Più in particolare, in un caso in cui la disposizione censurata attribuiva al CIPE l’emissione di delibere per l’individuazione in concreto degli interventi e la ripartizione delle risorse, essa è stata dichiarata illegittima nella parte in cui non prevedeva che l’approvazione da parte di tale comitato delle condizioni e delle modalità di attuazione degli interventi dovesse essere preceduta dall’intesa con la Conferenza permanente per i rapporti tra lo Stato, le Regioni e le Province autonome di Trento e di Bolzano (sentenza n. 242 del 2005).

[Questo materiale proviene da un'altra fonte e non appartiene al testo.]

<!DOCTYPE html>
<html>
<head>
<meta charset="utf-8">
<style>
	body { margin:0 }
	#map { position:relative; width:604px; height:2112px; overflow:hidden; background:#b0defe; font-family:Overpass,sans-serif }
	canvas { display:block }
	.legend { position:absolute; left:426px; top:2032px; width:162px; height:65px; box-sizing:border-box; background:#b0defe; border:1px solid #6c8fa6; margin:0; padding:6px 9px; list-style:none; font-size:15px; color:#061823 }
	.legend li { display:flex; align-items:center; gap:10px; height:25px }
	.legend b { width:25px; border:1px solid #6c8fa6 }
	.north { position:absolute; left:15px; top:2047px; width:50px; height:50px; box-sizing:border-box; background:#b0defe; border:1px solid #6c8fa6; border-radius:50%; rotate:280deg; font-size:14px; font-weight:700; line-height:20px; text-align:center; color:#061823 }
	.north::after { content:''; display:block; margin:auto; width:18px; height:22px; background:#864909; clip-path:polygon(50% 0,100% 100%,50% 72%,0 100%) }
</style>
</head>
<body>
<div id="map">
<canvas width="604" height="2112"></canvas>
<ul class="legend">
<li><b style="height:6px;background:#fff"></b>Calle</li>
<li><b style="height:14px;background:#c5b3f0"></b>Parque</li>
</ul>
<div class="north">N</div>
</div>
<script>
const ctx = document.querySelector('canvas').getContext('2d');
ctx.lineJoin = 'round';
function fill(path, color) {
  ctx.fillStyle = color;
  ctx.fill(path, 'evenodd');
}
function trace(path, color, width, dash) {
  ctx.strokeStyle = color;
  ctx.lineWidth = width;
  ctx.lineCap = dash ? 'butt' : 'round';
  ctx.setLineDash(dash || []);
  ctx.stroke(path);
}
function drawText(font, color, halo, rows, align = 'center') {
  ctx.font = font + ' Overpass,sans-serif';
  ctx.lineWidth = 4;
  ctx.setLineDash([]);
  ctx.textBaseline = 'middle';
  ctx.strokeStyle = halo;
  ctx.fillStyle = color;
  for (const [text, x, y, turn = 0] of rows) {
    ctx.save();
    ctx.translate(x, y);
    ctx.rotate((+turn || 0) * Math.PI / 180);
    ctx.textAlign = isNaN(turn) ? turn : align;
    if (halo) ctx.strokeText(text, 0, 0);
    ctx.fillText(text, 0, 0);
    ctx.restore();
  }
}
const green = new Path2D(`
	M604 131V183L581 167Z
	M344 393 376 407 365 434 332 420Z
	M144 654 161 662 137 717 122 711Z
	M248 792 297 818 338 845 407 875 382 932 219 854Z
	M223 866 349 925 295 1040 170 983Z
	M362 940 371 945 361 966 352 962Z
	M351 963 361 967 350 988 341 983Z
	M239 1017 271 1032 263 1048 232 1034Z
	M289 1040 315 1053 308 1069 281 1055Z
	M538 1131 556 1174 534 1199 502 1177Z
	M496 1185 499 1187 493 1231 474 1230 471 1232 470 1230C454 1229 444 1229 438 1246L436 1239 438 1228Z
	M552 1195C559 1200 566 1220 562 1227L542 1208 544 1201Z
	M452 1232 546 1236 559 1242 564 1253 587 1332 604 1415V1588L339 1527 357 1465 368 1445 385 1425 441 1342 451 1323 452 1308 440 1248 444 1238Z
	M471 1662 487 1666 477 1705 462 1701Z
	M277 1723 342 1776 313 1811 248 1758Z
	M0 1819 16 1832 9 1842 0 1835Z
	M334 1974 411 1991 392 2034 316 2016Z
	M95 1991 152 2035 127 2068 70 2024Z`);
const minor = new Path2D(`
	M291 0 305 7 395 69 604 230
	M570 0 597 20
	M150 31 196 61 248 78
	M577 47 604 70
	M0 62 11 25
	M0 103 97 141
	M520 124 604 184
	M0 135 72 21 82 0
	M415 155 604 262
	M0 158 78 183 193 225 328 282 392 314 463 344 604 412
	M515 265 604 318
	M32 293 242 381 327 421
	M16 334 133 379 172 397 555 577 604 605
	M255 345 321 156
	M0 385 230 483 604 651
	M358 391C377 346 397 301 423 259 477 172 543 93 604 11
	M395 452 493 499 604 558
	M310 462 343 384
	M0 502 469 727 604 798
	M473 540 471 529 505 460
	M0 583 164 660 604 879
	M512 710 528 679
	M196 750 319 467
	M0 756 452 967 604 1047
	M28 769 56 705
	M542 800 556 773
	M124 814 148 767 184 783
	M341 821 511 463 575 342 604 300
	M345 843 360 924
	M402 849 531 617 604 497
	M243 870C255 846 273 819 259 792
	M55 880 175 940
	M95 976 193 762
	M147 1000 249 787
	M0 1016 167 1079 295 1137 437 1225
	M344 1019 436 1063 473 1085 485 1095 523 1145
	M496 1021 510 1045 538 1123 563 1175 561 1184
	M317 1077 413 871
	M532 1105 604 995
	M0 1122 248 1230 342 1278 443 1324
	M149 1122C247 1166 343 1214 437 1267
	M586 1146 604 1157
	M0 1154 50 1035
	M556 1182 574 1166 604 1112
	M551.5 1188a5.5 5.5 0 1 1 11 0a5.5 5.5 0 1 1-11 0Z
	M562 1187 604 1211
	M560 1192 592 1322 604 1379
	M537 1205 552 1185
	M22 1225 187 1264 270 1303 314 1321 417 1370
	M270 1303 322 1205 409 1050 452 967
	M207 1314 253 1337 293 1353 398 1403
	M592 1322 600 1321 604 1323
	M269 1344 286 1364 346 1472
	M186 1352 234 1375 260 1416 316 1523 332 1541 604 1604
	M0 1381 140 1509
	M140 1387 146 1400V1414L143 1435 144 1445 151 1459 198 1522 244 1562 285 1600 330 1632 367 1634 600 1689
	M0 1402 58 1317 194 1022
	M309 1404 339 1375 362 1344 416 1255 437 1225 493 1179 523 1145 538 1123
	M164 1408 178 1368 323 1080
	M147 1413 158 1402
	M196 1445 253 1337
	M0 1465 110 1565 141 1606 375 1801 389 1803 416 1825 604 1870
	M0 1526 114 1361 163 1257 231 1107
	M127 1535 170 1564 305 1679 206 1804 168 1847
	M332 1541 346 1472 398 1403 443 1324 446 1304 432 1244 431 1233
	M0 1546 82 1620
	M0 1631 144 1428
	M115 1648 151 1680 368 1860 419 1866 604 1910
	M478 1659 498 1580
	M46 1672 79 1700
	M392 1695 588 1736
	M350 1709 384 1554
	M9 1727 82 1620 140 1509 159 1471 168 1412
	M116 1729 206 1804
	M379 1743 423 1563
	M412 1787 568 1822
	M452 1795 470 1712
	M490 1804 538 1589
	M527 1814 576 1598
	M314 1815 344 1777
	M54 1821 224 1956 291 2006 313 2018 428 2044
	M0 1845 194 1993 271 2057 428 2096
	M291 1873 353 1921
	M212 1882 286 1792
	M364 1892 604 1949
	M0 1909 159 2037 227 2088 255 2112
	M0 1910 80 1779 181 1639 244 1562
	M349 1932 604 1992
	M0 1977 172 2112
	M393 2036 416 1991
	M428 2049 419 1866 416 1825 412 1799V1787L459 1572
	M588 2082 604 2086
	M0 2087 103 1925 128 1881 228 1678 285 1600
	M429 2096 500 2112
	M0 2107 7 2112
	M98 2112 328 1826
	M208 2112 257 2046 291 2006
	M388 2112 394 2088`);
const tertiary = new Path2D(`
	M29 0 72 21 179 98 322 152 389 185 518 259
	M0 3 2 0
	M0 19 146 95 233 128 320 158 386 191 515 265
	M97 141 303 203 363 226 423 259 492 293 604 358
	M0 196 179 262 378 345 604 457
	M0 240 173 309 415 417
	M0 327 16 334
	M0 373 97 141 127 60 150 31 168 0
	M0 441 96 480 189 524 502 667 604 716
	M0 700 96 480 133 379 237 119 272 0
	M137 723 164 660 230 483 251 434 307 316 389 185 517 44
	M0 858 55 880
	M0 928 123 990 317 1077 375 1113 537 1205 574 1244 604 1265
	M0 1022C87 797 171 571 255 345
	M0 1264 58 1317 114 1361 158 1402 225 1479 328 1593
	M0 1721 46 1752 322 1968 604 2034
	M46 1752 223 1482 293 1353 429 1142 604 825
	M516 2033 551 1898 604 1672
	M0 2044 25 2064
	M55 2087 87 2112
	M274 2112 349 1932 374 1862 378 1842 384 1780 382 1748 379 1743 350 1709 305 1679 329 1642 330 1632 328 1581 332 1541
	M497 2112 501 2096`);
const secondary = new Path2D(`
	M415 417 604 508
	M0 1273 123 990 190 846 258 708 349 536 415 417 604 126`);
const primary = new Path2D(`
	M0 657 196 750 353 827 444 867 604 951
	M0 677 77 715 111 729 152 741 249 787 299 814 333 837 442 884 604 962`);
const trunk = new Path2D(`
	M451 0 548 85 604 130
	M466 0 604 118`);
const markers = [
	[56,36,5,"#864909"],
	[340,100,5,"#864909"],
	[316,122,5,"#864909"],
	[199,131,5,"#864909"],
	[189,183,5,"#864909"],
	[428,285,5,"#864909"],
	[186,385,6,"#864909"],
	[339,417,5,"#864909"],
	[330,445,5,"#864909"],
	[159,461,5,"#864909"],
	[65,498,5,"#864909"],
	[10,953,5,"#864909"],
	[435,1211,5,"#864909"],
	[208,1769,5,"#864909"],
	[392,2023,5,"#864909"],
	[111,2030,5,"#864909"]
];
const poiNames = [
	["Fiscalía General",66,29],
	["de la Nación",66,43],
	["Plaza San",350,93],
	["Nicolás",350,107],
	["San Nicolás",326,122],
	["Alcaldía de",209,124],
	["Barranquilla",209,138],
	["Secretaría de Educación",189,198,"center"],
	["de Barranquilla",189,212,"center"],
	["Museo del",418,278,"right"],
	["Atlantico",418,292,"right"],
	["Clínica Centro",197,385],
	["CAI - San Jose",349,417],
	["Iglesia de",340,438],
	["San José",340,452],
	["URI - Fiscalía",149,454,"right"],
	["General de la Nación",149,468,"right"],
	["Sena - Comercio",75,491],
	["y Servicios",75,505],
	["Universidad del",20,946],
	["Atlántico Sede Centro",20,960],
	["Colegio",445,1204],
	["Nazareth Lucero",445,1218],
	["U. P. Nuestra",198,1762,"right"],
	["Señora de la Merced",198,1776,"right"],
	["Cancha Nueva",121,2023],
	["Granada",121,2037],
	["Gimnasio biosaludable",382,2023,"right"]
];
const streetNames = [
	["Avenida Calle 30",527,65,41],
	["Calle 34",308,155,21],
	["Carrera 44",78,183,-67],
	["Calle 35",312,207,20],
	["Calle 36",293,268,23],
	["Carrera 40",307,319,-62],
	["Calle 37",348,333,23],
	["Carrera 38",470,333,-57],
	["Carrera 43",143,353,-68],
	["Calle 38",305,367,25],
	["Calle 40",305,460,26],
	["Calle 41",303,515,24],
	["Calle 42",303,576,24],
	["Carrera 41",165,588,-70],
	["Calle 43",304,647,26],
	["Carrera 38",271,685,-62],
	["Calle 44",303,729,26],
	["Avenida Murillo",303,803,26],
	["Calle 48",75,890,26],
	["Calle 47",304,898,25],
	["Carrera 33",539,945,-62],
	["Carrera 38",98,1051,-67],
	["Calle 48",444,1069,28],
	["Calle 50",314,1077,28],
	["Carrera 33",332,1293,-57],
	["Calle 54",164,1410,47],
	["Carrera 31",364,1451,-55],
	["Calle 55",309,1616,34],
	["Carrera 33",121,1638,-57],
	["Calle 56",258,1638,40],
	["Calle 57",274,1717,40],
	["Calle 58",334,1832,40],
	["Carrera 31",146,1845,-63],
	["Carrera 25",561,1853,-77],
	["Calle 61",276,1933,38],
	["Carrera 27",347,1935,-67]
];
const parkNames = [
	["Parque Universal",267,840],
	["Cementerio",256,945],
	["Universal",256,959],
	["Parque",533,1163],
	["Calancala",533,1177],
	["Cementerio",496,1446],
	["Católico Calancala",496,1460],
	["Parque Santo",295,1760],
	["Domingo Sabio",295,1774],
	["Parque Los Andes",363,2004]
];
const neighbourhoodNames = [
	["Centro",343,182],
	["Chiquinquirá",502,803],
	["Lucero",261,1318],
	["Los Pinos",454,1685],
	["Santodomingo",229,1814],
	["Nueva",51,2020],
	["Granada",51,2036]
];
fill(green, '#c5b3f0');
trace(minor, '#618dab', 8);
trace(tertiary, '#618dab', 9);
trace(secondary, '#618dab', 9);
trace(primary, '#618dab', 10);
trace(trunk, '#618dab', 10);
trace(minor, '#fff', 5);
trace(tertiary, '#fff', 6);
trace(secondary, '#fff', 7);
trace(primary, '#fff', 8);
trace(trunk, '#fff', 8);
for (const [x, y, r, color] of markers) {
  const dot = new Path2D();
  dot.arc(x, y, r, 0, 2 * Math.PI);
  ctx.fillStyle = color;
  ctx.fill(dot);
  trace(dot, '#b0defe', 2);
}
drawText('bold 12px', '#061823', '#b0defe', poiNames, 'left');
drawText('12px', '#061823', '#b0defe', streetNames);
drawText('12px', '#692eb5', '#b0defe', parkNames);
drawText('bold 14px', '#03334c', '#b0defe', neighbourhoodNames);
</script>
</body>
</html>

Tale orientamento deve essere confermato, fermo restando che la molteplicità di tematiche coinvolte dal Piano giustifica la discrezionalità legislativa circa la scelta del modulo concertativo più idoneo a salvaguardare le competenze regionali, non riscontrandosi l’esigenza di specifici strumenti costituzionalmente vincolati di concertazione (sentenza n. 231 del 2005). Infatti, tra gli obiettivi del Piano, oltre quelli suindicati di competenza esclusiva statale, ve ne sono altri che possono essere perseguiti con interventi in materie di competenza statale, ma anche in materie per le quali è prevista la competenza, quantomeno concorrente, delle Regioni, quali la crescita e l’occupazione. Inoltre, una quota del fondo dovrà essere destinata a interventi di adeguamento tecnologico nel settore sanitario, cioè in una materia che rientra nella tutela della salute, di competenza concorrente.

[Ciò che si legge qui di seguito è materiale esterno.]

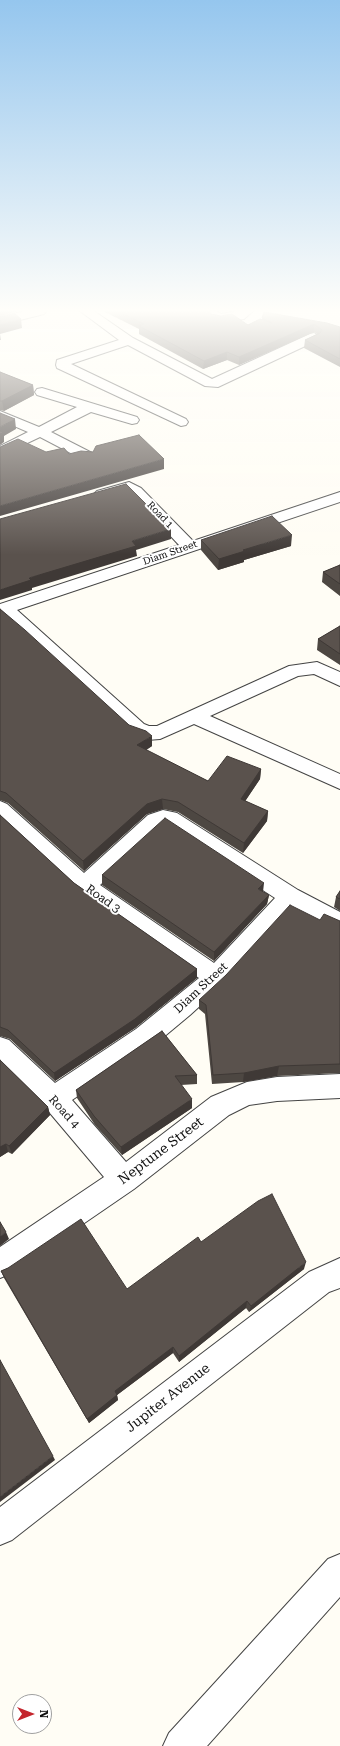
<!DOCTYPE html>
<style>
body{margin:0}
#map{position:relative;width:340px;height:1746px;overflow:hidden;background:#fffdf5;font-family:"Roboto Serif",serif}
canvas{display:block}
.north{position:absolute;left:12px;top:1694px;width:40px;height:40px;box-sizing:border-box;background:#fff;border:1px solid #a0a0a0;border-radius:50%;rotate:90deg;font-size:11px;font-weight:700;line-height:16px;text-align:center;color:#111}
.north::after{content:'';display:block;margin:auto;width:14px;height:18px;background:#c4262e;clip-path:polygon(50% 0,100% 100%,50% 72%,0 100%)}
</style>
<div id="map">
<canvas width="340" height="1746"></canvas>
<div class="north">N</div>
</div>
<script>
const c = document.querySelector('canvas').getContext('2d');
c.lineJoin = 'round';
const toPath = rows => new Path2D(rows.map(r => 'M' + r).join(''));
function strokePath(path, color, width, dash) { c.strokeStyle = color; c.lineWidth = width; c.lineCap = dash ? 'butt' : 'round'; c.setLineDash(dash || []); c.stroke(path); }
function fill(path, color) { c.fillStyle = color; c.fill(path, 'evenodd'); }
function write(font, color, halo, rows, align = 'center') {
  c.font = font + ' "Roboto Serif",serif'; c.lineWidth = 4; c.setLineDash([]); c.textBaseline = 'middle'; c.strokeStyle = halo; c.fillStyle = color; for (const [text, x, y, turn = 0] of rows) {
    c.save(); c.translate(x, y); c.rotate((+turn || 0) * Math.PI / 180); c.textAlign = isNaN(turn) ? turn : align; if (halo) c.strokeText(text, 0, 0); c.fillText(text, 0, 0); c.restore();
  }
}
const minor = toPath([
 [26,311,46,311,44,314,0,325,0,317,26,311],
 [80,311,94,311,133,338,212,379,310,334,314,333,320,337,318,340,218,387,205,386,128,345,71,364,186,419,188,422,186,425,181,426,57,368,56,365,57,360,119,340,80,311],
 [204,311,216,311,221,314,239,311,253,311,244,319,221,322,211,320,204,311],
 [42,388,137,417,139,420,137,423,132,424,91,412,51,432,94,454,96,457,94,460,84,460,40,437,0,456,0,446,28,432,0,420,0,411,39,427,77,407,37,395,35,392,37,389,42,388],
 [129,482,141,488,193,541,340,492,340,502,17,610,144,724,149,726,157,726,289,666,317,662,340,672,340,686,314,674,298,676,210,716,340,774,340,789,194,724,160,739,147,740,130,734,2,615,0,615,0,604,179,545,131,494,127,492,102,499,97,497,94,494,97,491,129,482],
 [0,801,7,804,84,873,148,815,163,810,177,813,298,890,340,912,340,932,293,908,224,984,190,1015,154,1045,72,1100,126,1162,211,1097,247,1082,277,1077,340,1074,340,1098,277,1101,249,1105,229,1115,134,1189,10,1274,0,1278,0,1247,104,1177,44,1106,0,1064,0,1037,9,1040,55,1083,136,1029,199,978,76,892,0,821,0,801],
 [165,826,275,898,214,963,100,885,165,826],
 [340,1258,340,1288,329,1292,12,1540,0,1545,0,1507,309,1272,340,1258],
 [340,1554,340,1597,207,1746,163,1746,169,1733,328,1559,340,1554]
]);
const wall = toPath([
 [103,311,209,311,211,314,248,325,262,320,264,312,340,327,340,367,304,348,305,340,317,334,314,332,239,365,227,360,203,369,139,334,139,329],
 [0,372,33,385,34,395,4,411,0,410],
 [201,540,291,546,244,560,244,562,218,570,201,550],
 [340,565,340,596,322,582,323,572],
 [0,609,152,746,146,750,208,781,261,769,260,779,245,801,268,811,267,821,243,853,178,812,163,809,147,814,84,871,8,803,0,800],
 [340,626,340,665,317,650,318,639],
 [0,815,74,883,197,969,197,978,135,1028,55,1081,10,1039,0,1036],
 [102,875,269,895,267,904,214,961,102,885],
 [340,891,340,911,334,907,336,897],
 [320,920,340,921,340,1073,277,1076,243,1082,212,1084,205,1014,199,1009,199,1000],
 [162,1031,197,1075,197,1084,181,1085,192,1108,122,1155,95,1125,77,1098,76,1090],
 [0,1060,48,1107,50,1115,12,1154,8,1152,0,1157],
 [201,1242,304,1269,249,1312,246,1308,179,1362,173,1353,117,1395,118,1400,89,1423,4,1278,1,1271,8,1268,127,1289]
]);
const shadedWall = toPath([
 [0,311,18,311,0,316],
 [21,319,22,328,0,334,1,340,0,340,0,325],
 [314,324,314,332,239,365,239,357],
 [227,352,227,360,203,369,204,361],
 [33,385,34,395,4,411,2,401],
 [15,419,16,429,4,436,4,442,0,445,0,427],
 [164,459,164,469,0,516,0,506],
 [171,529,171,539,136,550,137,556,32,588,32,590,0,600,0,590,29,578,132,541],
 [292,535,291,546,244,560,244,562,218,570,219,559,243,550],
 [152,736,152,746,137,756,137,745],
 [261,769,260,779,240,809,241,799],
 [162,799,163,809,147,814,84,871,83,861,147,804],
 [268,811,267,821,243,853,244,843],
 [264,883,263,892,258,889],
 [269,895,267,904,214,961,214,952],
 [197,969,197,978,135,1028,55,1081,54,1073],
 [279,1066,277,1076,243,1082,244,1073],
 [192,1099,192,1108,122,1155,121,1147],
 [48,1107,50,1115,12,1154,9,1146],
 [6,1144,8,1152,0,1157,0,1147],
 [6,1232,9,1239,0,1246,0,1237],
 [306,1262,304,1269,249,1312,251,1306],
 [247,1301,246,1308,179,1362,179,1356],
 [173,1347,173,1353,117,1395,118,1400,89,1423,87,1419,115,1391],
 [53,1456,55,1460,0,1502,0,1497]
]);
const building = toPath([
 [118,311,209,311,211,314,221,316,232,314,248,325,260,319,272,323,262,318,264,312,327,323,340,327,340,359,305,340,320,333,322,330,314,324,239,357,227,352,204,361,139,326,144,324,118,311],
 [15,314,21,319,0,325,0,317,15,314],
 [0,372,33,385,2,401,0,401,0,372],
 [0,413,15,419,0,427,0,413],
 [0,431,3,432,0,434,0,431],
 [139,435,164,459,0,506,0,447,18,439,46,452,64,448,69,454,81,451,93,452,96,446,139,435],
 [126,484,171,529,132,541,136,546,29,578,31,580,0,590,0,519,126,484],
 [272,516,292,535,243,550,245,551,219,559,201,540,272,516],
 [340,565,340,584,323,572,340,565],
 [0,609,25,630,129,725,146,731,152,736,137,745,208,781,227,756,261,769,241,799,268,811,244,843,178,802,162,799,147,804,83,861,6,793,0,791,0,609],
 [340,626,340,654,318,639,340,626],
 [0,815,74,883,197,969,135,1019,54,1073,8,1030,0,1027,0,815],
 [165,818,264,883,258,889,269,895,214,952,102,875,165,818],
 [340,891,340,899,336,897,340,891],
 [290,905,320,920,324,914,340,921,340,1064,279,1066,244,1073,213,1075,206,1005,199,1000,226,975,290,905],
 [162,1031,197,1075,175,1076,192,1099,121,1147,94,1116,76,1090,162,1031],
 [0,1060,48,1107,9,1146,6,1144,0,1147,0,1060],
 [272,1194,306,1262,251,1306,247,1301,179,1356,173,1347,115,1391,117,1395,87,1419,1,1271,8,1268,81,1219,127,1289,198,1237,201,1242,258,1201,272,1194],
 [0,1222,6,1232,0,1237,0,1222],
 [0,1360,53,1456,0,1497,0,1360]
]);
const farStreetnames = [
 ["Road 1",160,515,46],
 ["Diam Street",170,553,-19]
];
const streetNames = [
 ["Road 3",103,899,35],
 ["Diam Street",201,988,-43],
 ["Road 4",64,1112,48]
];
const nearStreetnames = [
 ["Neptune Street",161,1151,-37],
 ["Jupiter Avenue",168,1398,-38]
];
strokePath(minor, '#444', 2);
fill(minor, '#fff');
fill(wall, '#4d4742');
fill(shadedWall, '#3f3936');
fill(building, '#5a524d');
strokePath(building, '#3f3936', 1);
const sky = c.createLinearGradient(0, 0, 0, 555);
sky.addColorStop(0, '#95c6ee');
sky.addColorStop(0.56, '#fffefa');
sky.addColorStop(1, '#fffefa00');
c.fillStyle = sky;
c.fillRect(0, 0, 340, 555);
write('10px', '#111', '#fff', farStreetnames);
write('12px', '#111', '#fff', streetNames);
write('14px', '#111', '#fff', nearStreetnames);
</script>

La disposizione deve essere pertanto dichiarata illegittima nella parte in cui non prevede alcuno strumento idoneo a garantire la leale collaborazione fra Stato e Regioni.

per questi motivi

LA CORTE COSTITUZIONALE

riservata a separate pronunce la decisione sulle questioni di legittimità costituzionale concernenti altre disposizioni della legge 23 dicembre 2005, n. 266 (Disposizioni per la formazione del bilancio annuale e pluriennale dello Stato – legge finanziaria 2006), sollevate dalle Regioni Friuli-Venezia Giulia e Emilia-Romagna con i ricorsi in epigrafe;

riuniti i giudizi;

a) dichiara l’illegittimità costituzionale dell’art. 1, comma 359, della legge 23 dicembre 2005, n. 266 (Disposizioni per la formazione del bilancio annuale e pluriennale dello Stato – legge finanziaria 2006), nella parte in cui non prevede uno strumento idoneo a garantire la leale collaborazione tra Stato e Regioni;

b) dichiara non fondata la questione di legittimità costituzionale dell’art. 1, comma 357, della medesima legge n. 266 del 2005, sollevata dalla Regione Friuli-Venezia Giulia con il ricorso in epigrafe;

c) dichiara inammissibile l’ulteriore questione di legittimità costituzionale dell’art. 1, comma 359, della stessa legge n. 266 del 2005, sollevata dalla Regione Emilia-Romagna con il ricorso in epigrafe.

Così deciso in Roma, nella sede della Corte costituzionale, Palazzo della Consulta, il 6 giugno 2007.

F.to:

Franco BILE, Presidente

Francesco AMIRANTE, Redattore

Maria Rosaria FRUSCELLA, Cancelliere

Depositata in Cancelleria il 18 giugno 2007.